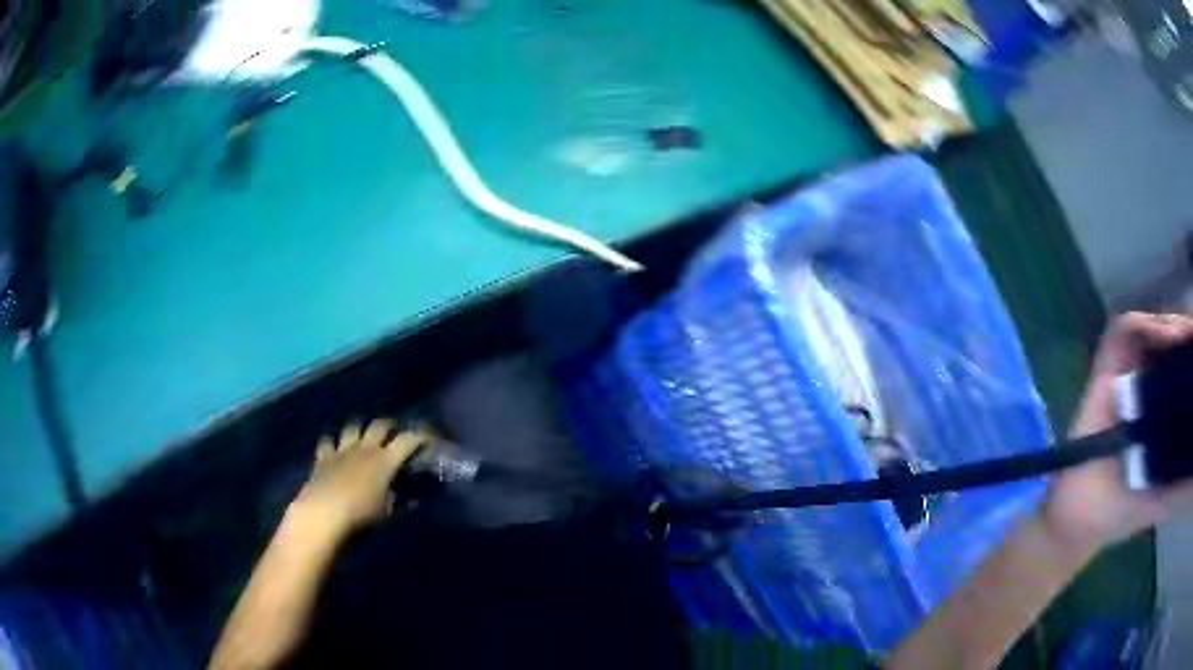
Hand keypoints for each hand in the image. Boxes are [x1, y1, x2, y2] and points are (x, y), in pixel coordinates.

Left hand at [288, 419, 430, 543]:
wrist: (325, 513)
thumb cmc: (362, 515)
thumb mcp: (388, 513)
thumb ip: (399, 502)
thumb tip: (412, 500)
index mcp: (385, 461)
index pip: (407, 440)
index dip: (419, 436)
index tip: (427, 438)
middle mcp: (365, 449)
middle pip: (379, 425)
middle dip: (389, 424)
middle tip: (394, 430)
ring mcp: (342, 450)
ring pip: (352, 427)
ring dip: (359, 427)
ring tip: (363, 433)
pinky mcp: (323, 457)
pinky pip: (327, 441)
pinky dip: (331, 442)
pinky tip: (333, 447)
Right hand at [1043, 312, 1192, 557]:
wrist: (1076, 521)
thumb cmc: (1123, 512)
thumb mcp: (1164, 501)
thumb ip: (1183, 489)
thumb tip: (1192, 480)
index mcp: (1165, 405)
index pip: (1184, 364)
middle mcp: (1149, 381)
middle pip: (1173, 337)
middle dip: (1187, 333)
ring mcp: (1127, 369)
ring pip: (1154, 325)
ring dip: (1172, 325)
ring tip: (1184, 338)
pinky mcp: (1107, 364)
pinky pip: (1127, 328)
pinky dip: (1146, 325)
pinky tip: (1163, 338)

■ ■ ■ ■ ■ ■ ■

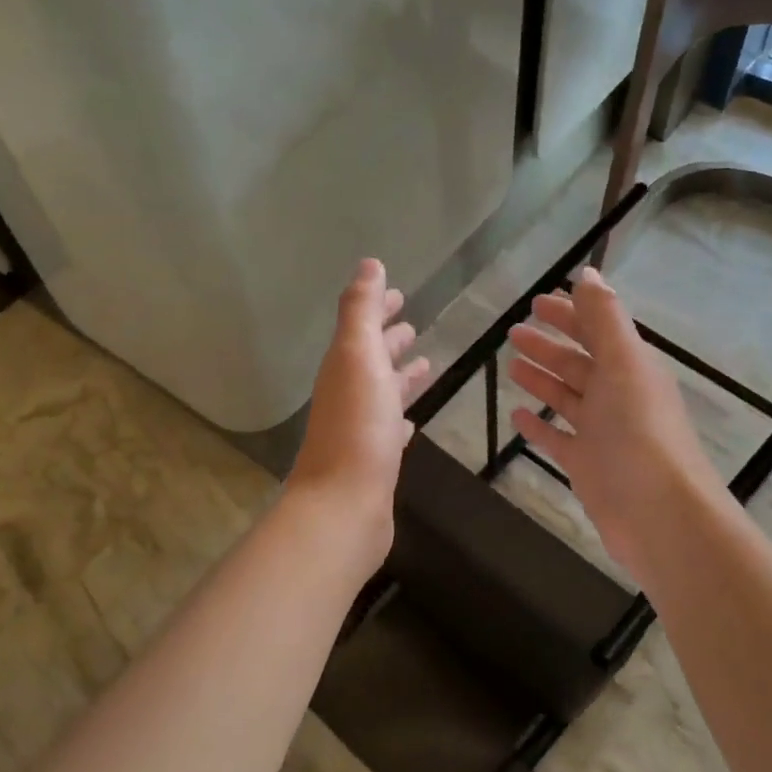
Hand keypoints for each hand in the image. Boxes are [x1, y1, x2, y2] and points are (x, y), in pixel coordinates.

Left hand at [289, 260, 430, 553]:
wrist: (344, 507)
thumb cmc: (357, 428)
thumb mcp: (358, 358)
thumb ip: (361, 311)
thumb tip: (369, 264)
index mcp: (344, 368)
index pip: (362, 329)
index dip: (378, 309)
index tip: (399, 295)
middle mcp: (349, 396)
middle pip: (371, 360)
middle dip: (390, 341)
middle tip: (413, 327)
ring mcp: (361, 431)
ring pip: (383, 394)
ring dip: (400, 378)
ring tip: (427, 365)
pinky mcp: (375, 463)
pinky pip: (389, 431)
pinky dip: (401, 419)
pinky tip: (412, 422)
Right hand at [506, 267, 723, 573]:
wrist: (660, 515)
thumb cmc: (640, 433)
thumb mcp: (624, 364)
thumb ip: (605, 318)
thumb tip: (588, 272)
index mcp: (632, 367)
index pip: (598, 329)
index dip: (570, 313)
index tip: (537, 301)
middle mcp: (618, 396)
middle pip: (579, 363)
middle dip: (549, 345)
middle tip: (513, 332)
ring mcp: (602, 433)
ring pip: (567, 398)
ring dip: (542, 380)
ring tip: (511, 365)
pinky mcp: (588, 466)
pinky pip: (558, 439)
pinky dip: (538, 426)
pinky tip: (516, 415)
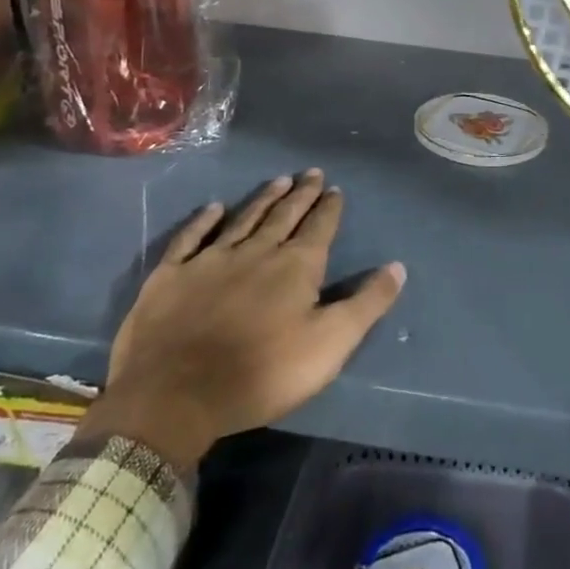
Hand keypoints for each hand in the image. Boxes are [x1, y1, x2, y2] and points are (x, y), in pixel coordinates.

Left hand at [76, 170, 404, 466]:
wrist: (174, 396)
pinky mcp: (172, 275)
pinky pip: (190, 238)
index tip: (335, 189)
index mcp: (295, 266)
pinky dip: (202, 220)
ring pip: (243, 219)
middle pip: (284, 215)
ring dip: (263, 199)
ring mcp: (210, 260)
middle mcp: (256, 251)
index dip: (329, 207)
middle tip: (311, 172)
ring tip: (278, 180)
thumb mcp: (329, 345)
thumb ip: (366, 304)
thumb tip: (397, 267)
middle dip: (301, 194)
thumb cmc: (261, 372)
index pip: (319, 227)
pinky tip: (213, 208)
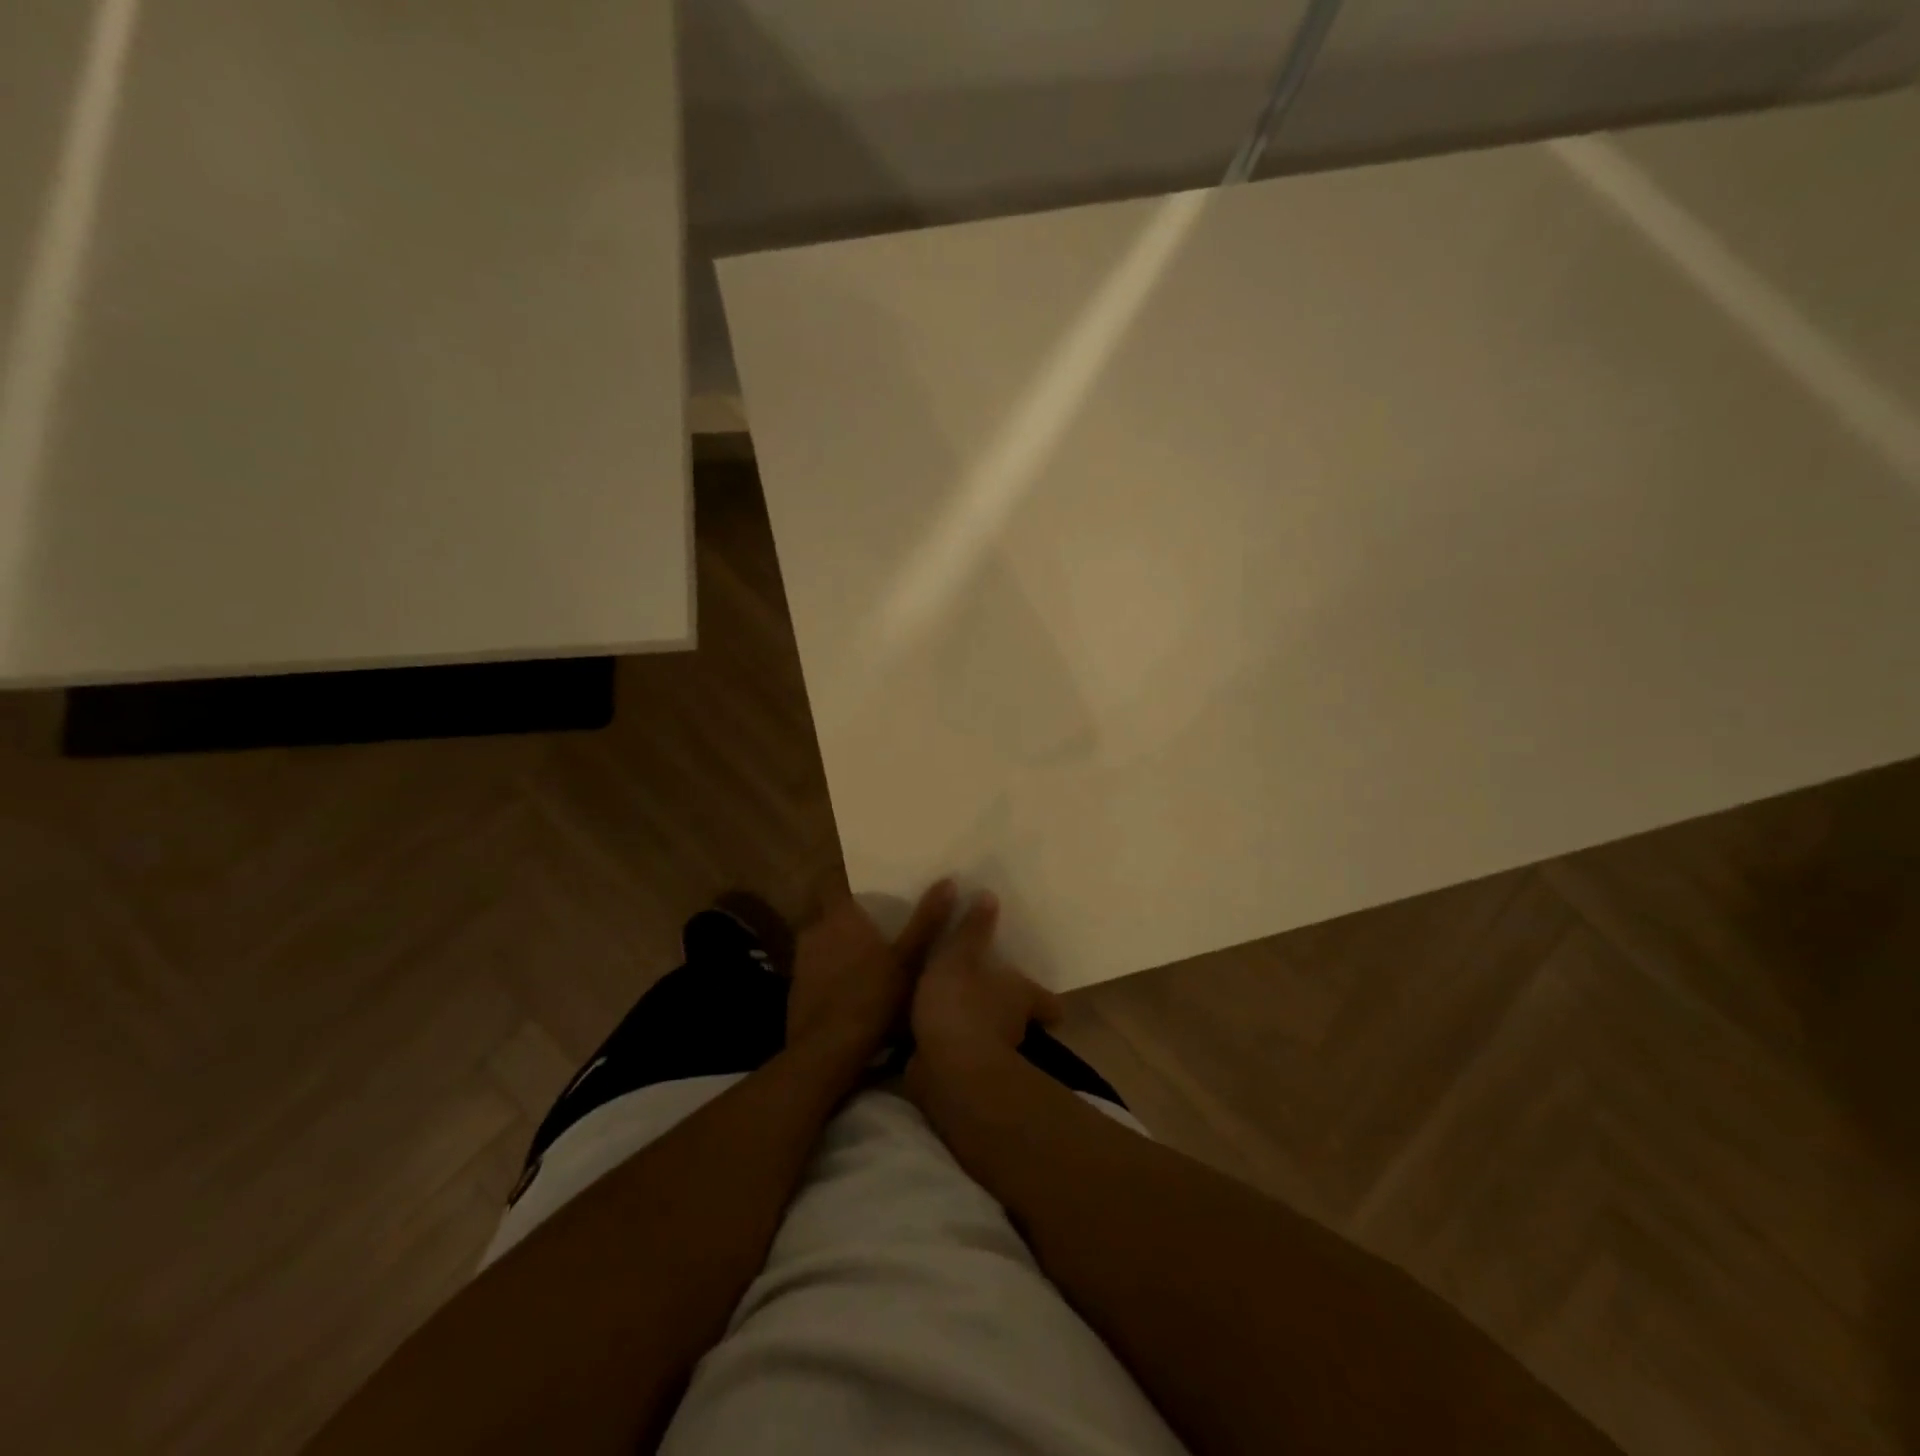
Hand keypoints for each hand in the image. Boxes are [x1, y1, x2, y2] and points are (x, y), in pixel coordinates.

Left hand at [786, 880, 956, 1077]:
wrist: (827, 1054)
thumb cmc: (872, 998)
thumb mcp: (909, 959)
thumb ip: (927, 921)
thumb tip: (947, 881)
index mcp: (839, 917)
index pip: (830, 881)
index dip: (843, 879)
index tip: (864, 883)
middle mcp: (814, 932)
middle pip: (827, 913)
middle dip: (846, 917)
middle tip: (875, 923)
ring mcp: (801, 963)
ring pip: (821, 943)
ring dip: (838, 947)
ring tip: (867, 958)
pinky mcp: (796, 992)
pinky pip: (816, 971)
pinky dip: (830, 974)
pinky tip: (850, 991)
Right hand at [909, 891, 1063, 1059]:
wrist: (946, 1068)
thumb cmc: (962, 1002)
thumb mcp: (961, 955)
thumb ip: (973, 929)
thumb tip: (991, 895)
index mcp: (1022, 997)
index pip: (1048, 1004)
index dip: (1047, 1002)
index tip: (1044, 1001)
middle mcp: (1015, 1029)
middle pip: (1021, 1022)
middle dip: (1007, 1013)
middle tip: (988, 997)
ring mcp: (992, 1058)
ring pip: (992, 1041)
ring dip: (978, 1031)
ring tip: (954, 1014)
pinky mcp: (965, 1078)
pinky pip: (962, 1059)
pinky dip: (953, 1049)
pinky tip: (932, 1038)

■ ■ ■ ■ ■ ■ ■

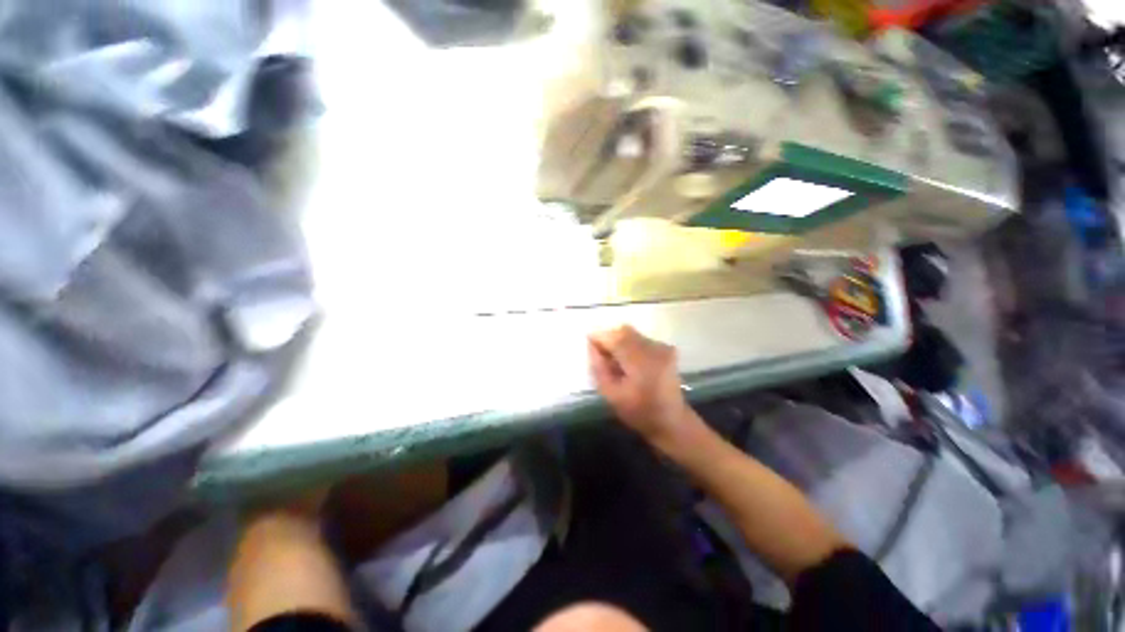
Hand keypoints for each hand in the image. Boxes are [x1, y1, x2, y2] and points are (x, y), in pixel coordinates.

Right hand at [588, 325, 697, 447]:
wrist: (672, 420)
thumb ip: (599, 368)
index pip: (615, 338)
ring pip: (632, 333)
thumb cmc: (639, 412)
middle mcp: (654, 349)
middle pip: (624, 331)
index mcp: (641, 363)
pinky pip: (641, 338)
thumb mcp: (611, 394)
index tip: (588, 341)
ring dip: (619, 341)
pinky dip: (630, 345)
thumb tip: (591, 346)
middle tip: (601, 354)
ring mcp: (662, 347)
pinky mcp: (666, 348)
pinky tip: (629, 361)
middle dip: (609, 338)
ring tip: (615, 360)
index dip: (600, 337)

■ ■ ■ ■ ■ ■ ■

* _TASK PROMPT_
Using the data above, reproduce exactly the lines from the line that contains "index tip: (864, 883)" through the line that contains "pinky pip: (816, 971)", including both.

* _TASK SOLUTION_
index tip: (864, 883)
middle mcp: (814, 932)
middle pip: (827, 913)
middle dip: (846, 917)
middle tip: (875, 923)
ring mcp: (801, 963)
ring pip: (821, 943)
ring dip: (838, 947)
ring tip: (867, 958)
pinky mcp: (796, 992)
pinky pip: (816, 971)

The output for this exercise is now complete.